DATASET ENTRIES below:

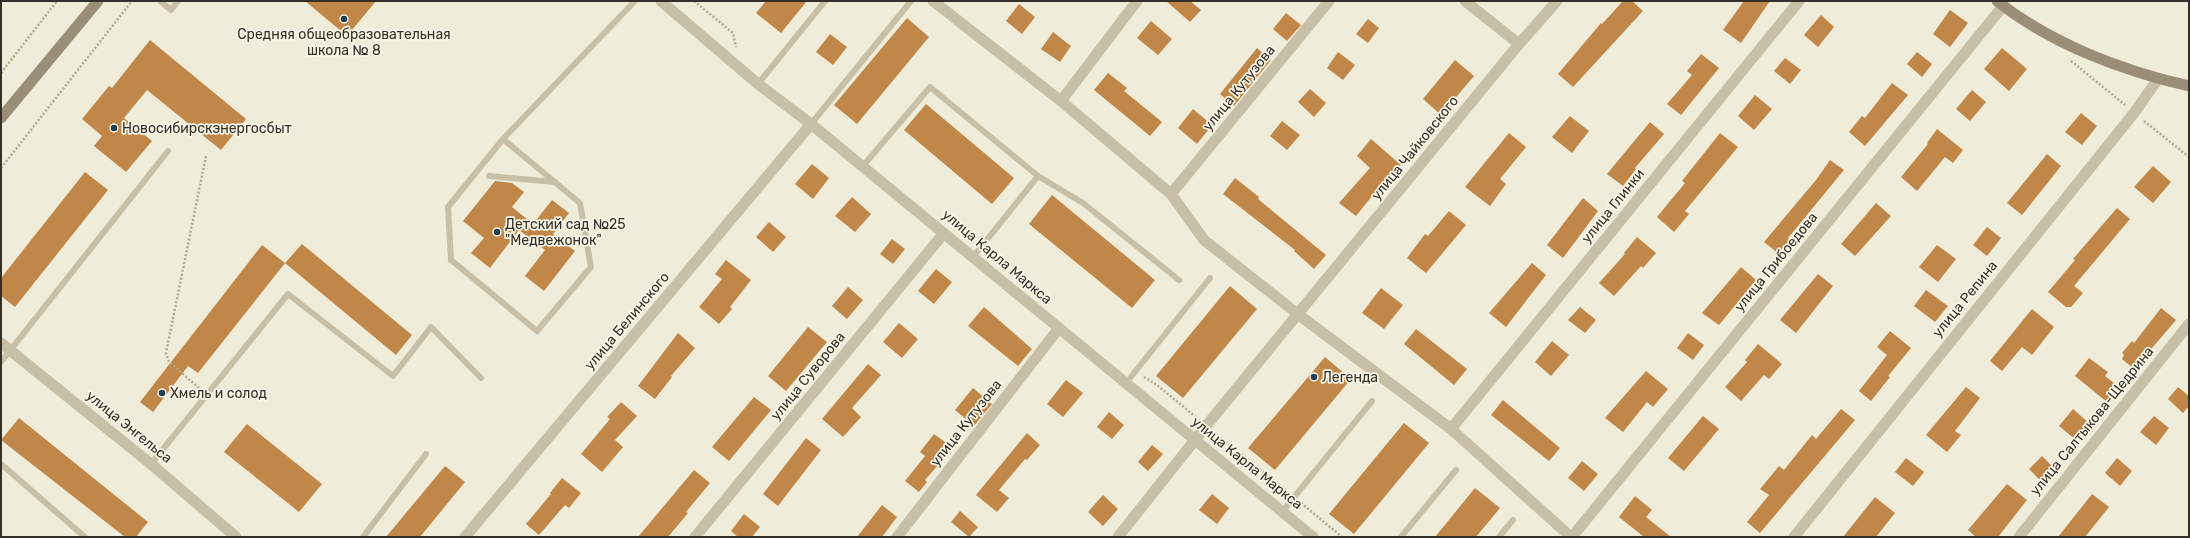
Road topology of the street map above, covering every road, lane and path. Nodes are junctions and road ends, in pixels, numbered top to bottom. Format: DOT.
graph roads {
  1 [pos="57,1"];
  2 [pos="98,1"];
  3 [pos="132,1"];
  4 [pos="160,1"];
  5 [pos="178,1"];
  6 [pos="635,1"];
  7 [pos="661,1"];
  8 [pos="825,1"];
  9 [pos="912,1"];
  10 [pos="933,1"];
  11 [pos="1137,1"];
  12 [pos="1330,1"];
  13 [pos="1465,1"];
  14 [pos="1557,1"];
  15 [pos="1799,1"];
  16 [pos="2002,3"];
  17 [pos="1519,44"];
  18 [pos="2069,59"];
  19 [pos="1,73"];
  20 [pos="2158,79"];
  21 [pos="758,84"];
  22 [pos="2189,86"];
  23 [pos="1060,101"];
  24 [pos="2134,113"];
  25 [pos="1,118"];
  26 [pos="811,124"];
  27 [pos="503,139"];
  28 [pos="168,151"];
  29 [pos="206,156"];
  30 [pos="2189,157"];
  31 [pos="863,166"];
  32 [pos="1,168"];
  33 [pos="490,176"];
  34 [pos="1038,176"];
  35 [pos="555,182"];
  36 [pos="1171,194"];
  37 [pos="944,233"];
  38 [pos="973,257"];
  39 [pos="1210,278"];
  40 [pos="1179,280"];
  41 [pos="1299,315"];
  42 [pos="2189,324"];
  43 [pos="1059,328"];
  44 [pos="1,343"];
  45 [pos="10,351"];
  46 [pos="1,362"];
  47 [pos="481,378"];
  48 [pos="1126,383"];
  49 [pos="207,394"];
  50 [pos="1372,401"];
  51 [pos="1451,429"];
  52 [pos="1195,440"];
  53 [pos="426,454"];
  54 [pos="1,464"];
  55 [pos="151,464"];
  56 [pos="1456,470"];
  57 [pos="1282,512"];
  58 [pos="1513,520"];
  59 [pos="84,537"];
  60 [pos="236,537"];
  61 [pos="363,537"];
  62 [pos="465,537"];
  63 [pos="695,537"];
  64 [pos="897,537"];
  65 [pos="1118,537"];
  66 [pos="1313,537"];
  67 [pos="1401,537"];
  68 [pos="1499,537"];
  69 [pos="1572,537"];
  70 [pos="1794,537"];
  71 [pos="2018,537"];
  1 -- 19 [label="path"];
  2 -- 25 [label="main road"];
  3 -- 32 [label="path"];
  4 -- 5 [label="lane"];
  6 -- 27 [label="lane"];
  7 -- 21 [label="street, улица Карла Маркса"];
  8 -- 21 [label="lane"];
  9 -- 26 [label="lane"];
  10 -- 23 [label="street"];
  11 -- 23 [label="street"];
  12 -- 36 [label="street, улица Кутузова"];
  13 -- 17 [label="street"];
  14 -- 17 [label="street, улица Чайковского"];
  15 -- 51 [label="street, улица Глинки"];
  16 -- 20 [label="main road"];
  16 -- 69 [label="street, улица Грибоедова"];
  17 -- 41 [label="street, улица Чайковского"];
  18 -- 24 [label="path"];
  20 -- 22 [label="main road"];
  20 -- 24 [label="street, улица Репина"];
  21 -- 26 [label="street, улица Карла Маркса"];
  23 -- 36 [label="street"];
  24 -- 30 [label="path"];
  24 -- 70 [label="street, улица Репина"];
  26 -- 31 [label="street, улица Карла Маркса"];
  26 -- 62 [label="street, улица Белинского"];
  27 -- 35 [label="lane"];
  27 -- 35 [label="lane"];
  28 -- 45 [label="lane"];
  29 -- 49 [label="path"];
  31 -- 34 [label="lane"];
  31 -- 37 [label="street, улица Карла Маркса"];
  33 -- 35 [label="lane"];
  34 -- 38 [label="lane"];
  34 -- 40 [label="lane"];
  36 -- 41 [label="street"];
  37 -- 38 [label="street, улица Карла Маркса"];
  37 -- 63 [label="street, улица Суворова"];
  38 -- 43 [label="street, улица Карла Маркса"];
  39 -- 48 [label="lane"];
  41 -- 51 [label="street"];
  41 -- 52 [label="street, улица Чайковского"];
  42 -- 71 [label="street, улица Салтыкова-Щедрина"];
  43 -- 48 [label="street, улица Карла Маркса"];
  43 -- 64 [label="street, улица Кутузова"];
  44 -- 45 [label="street, улица Энгельса"];
  45 -- 46 [label="lane"];
  45 -- 55 [label="street, улица Энгельса"];
  47 -- 49 [label="lane"];
  48 -- 52 [label="street, улица Карла Маркса"];
  49 -- 55 [label="lane"];
  50 -- 57 [label="lane"];
  51 -- 69 [label="street"];
  52 -- 57 [label="street, улица Карла Маркса"];
  52 -- 65 [label="street"];
  53 -- 61 [label="lane"];
  54 -- 59 [label="lane"];
  55 -- 60 [label="street, улица Энгельса"];
  56 -- 67 [label="lane"];
  57 -- 66 [label="street, улица Карла Маркса"];
  58 -- 68 [label="lane"];
}
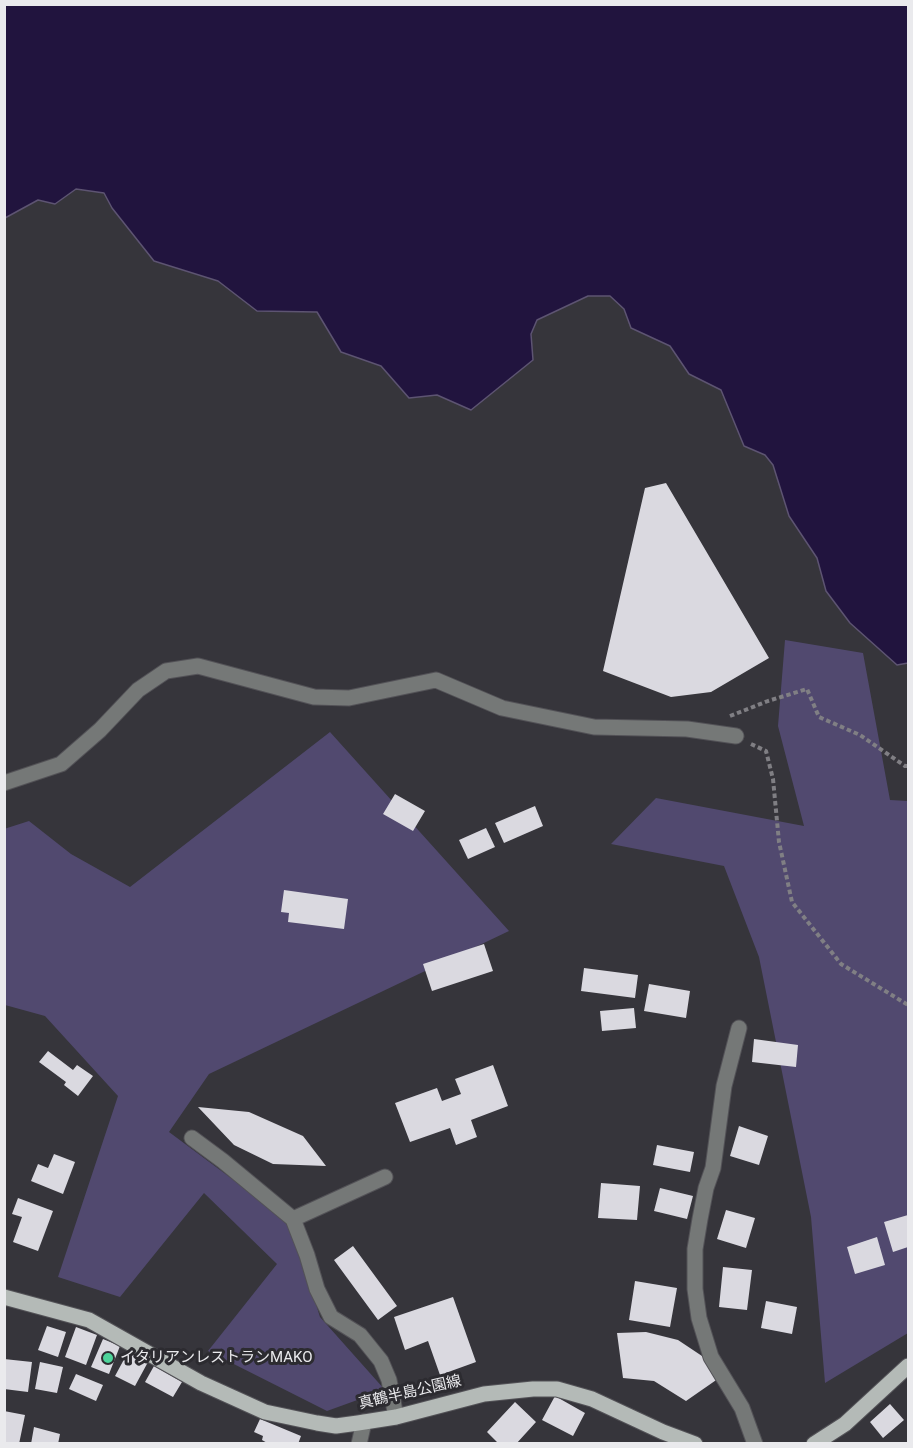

End of DATASET ENTRIES.

_WHAT IS NEEDED_.
If a line above holds the string "Карла", count it; give the final total as the only output.

_THE COMPLETED TASK_.
10